Within the entries that follow, show each line where the word "เทอดพระเก" occurs.

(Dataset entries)
────────────────────

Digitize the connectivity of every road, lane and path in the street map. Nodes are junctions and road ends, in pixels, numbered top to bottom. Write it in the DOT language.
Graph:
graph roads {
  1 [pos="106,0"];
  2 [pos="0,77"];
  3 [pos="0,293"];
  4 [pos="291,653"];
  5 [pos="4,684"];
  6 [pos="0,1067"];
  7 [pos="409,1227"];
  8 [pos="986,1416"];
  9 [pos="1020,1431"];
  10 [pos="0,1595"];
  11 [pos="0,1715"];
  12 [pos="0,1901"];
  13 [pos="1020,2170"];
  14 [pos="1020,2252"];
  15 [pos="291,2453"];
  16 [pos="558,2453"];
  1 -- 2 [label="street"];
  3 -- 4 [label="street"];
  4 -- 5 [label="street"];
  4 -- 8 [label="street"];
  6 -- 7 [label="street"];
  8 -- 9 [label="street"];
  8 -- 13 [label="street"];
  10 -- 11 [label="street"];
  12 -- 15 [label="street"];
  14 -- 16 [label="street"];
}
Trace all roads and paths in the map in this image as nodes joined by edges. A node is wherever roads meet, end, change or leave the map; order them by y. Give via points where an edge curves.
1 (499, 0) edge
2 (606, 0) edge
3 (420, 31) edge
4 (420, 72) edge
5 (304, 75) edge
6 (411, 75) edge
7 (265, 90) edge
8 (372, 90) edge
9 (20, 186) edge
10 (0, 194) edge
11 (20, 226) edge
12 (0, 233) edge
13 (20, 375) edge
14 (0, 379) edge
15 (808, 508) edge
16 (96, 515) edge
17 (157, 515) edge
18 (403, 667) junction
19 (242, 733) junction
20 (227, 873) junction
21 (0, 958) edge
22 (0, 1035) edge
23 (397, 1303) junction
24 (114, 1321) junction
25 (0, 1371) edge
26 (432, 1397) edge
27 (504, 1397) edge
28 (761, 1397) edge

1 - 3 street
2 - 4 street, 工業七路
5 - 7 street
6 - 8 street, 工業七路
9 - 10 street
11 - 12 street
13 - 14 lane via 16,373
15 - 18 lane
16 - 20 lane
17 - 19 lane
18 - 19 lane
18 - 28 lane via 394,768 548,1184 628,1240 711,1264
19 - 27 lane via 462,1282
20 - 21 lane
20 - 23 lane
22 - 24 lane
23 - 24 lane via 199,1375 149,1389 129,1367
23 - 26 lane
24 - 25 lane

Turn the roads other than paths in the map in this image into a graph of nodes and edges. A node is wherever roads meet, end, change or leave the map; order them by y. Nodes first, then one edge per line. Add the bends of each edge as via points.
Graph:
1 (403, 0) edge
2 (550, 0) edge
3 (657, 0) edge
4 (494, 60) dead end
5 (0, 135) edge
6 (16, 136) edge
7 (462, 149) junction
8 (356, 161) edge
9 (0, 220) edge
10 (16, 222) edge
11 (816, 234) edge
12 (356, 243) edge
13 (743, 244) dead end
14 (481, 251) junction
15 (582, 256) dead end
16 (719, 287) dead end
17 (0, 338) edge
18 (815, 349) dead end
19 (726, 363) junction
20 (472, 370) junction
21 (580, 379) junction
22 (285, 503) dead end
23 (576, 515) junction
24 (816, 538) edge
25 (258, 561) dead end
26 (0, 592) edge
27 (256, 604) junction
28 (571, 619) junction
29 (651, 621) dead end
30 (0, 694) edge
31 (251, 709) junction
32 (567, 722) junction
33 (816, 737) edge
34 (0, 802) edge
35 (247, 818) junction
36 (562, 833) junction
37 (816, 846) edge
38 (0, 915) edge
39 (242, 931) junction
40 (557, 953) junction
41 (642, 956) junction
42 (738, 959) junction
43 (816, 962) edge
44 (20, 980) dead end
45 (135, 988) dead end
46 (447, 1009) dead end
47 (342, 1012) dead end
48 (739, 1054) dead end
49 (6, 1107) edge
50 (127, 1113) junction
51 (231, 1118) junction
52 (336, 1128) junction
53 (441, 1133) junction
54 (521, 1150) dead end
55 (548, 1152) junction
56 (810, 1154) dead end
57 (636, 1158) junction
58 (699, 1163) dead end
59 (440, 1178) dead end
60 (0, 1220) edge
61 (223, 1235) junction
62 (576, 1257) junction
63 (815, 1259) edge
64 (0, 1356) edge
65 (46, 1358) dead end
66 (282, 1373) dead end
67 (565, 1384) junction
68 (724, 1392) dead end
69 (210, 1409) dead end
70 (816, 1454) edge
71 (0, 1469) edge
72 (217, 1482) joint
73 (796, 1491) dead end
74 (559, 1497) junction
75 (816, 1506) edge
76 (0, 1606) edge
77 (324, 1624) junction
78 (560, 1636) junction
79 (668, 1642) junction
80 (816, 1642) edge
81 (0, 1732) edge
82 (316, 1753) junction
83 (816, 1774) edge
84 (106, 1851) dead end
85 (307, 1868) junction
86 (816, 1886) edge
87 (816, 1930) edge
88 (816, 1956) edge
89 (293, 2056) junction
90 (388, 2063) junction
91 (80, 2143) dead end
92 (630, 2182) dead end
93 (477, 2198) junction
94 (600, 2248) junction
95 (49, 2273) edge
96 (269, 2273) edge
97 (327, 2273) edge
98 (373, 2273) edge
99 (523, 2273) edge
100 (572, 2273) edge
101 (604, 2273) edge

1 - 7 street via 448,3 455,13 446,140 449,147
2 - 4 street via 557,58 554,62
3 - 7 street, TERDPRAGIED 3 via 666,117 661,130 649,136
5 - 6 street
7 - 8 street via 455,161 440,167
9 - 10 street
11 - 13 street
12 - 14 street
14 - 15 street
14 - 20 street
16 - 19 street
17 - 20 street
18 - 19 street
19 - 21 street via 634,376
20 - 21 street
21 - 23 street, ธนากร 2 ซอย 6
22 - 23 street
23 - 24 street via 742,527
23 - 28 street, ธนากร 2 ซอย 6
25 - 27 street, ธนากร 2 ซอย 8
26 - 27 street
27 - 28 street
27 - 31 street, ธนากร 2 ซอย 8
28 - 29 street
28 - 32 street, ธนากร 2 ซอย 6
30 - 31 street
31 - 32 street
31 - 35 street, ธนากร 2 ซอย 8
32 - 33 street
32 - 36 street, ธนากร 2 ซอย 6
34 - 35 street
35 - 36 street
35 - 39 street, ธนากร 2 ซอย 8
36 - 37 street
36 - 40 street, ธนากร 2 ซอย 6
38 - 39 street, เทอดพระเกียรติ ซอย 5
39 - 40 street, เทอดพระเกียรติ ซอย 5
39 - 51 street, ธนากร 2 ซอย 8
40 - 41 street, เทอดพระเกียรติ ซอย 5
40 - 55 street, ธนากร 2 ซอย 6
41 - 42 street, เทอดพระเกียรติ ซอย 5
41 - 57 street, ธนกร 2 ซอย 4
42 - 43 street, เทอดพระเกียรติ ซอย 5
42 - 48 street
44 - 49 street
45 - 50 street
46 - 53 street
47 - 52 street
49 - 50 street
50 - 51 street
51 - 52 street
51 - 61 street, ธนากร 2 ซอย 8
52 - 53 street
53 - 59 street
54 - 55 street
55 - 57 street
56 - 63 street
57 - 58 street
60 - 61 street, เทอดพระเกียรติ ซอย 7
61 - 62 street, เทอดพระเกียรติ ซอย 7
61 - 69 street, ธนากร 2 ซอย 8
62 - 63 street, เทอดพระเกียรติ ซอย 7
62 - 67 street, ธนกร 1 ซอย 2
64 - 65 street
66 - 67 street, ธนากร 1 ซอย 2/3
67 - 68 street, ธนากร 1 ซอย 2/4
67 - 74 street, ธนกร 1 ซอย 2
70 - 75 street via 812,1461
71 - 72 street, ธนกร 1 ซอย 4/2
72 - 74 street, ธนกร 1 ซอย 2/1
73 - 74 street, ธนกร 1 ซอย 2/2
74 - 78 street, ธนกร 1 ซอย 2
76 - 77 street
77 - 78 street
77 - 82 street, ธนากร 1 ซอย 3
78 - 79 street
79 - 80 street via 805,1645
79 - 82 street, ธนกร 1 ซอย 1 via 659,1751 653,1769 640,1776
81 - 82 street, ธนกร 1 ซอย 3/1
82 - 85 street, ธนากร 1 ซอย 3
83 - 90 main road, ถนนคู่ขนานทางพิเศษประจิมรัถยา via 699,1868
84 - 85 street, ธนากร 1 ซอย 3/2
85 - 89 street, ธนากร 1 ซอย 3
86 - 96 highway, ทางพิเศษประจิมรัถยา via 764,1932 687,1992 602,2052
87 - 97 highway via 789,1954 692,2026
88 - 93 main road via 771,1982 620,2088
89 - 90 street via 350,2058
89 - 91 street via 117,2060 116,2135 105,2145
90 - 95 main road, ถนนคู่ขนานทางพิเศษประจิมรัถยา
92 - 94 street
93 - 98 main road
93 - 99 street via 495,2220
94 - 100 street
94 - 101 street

────────────────────

OUTPUT FOR THIS TASK —
38 - 39 street, เทอดพระเกียรติ ซอย 5
39 - 40 street, เทอดพระเกียรติ ซอย 5
40 - 41 street, เทอดพระเกียรติ ซอย 5
41 - 42 street, เทอดพระเกียรติ ซอย 5
42 - 43 street, เทอดพระเกียรติ ซอย 5
60 - 61 street, เทอดพระเกียรติ ซอย 7
61 - 62 street, เทอดพระเกียรติ ซอย 7
62 - 63 street, เทอดพระเกียรติ ซอย 7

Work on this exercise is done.